Dataset records:
------------

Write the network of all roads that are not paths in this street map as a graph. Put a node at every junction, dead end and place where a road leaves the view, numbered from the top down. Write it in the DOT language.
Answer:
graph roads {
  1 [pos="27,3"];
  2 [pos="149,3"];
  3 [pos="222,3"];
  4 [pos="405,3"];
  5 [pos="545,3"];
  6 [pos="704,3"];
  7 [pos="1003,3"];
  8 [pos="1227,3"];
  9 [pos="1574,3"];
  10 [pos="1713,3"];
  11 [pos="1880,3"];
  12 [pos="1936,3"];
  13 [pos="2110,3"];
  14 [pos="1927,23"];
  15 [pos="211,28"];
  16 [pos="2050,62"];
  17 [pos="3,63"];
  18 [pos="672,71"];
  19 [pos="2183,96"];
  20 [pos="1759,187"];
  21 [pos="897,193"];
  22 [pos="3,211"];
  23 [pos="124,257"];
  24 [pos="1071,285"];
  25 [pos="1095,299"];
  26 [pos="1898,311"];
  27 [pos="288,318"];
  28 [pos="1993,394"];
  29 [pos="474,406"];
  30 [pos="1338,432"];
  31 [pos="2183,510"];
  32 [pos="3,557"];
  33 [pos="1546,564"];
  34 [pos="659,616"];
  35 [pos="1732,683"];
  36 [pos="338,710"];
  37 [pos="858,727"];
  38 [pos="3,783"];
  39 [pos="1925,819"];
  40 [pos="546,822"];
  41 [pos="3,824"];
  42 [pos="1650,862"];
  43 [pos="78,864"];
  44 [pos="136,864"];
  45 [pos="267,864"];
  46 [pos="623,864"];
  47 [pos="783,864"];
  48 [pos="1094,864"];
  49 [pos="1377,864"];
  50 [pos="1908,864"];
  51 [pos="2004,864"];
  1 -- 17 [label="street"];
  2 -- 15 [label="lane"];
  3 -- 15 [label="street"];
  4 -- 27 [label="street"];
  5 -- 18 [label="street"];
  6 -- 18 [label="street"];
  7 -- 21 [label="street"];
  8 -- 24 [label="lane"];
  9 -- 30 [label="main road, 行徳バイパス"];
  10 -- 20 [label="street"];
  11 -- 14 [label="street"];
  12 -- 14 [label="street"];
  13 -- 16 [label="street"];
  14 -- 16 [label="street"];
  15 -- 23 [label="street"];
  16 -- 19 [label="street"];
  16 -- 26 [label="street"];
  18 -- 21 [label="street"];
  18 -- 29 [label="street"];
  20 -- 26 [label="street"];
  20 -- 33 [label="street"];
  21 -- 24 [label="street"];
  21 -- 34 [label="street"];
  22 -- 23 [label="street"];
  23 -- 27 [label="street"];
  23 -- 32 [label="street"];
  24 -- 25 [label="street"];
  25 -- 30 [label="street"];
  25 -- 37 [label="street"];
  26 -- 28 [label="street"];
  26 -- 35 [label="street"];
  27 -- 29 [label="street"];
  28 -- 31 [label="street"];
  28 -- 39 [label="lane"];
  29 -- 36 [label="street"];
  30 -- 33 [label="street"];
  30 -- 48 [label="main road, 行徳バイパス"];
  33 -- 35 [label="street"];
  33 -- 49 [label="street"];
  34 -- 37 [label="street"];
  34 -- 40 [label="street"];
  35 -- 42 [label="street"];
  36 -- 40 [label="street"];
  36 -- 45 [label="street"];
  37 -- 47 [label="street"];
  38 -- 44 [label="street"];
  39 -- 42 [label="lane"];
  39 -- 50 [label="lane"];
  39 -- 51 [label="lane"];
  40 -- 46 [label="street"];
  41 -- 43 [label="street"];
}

------------

> **Your assignment**: The lines in the records above that include the word "行徳バイパス" must be copied out.

> **Response to the task**:
  9 -- 30 [label="main road, 行徳バイパス"];
  30 -- 48 [label="main road, 行徳バイパス"];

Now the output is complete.